__Work to be completed__: Using the listing below, please gather every line containing the word "Carlos".

__Records__:

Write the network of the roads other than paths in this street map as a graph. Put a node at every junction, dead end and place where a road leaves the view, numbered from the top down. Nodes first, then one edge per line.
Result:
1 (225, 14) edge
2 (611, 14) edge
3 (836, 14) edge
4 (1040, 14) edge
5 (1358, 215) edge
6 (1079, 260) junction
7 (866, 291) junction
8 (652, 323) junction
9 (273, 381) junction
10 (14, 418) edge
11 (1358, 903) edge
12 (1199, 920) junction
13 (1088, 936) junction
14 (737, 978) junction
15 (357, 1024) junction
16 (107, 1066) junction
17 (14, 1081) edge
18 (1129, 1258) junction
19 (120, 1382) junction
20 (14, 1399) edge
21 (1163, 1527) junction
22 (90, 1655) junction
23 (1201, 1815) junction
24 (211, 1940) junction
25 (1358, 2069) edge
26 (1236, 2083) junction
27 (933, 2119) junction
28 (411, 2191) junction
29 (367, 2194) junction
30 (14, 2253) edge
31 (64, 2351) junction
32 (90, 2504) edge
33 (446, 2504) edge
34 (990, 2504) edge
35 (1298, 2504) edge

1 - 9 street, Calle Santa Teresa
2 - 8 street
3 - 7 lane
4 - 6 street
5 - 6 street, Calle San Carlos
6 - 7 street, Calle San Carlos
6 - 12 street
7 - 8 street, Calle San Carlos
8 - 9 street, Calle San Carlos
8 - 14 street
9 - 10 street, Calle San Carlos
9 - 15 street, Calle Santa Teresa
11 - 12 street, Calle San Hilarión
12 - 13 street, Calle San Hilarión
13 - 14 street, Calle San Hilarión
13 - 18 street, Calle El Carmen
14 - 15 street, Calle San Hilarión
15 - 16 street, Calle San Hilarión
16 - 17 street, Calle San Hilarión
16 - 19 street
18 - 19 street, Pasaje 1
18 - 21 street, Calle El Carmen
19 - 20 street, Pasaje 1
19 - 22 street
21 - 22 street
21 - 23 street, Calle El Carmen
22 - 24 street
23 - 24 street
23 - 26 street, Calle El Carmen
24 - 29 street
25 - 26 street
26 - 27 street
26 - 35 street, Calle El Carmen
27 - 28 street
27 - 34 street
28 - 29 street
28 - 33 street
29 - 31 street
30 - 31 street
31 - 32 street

__Solved exercise__:
5 - 6 street, Calle San Carlos
6 - 7 street, Calle San Carlos
7 - 8 street, Calle San Carlos
8 - 9 street, Calle San Carlos
9 - 10 street, Calle San Carlos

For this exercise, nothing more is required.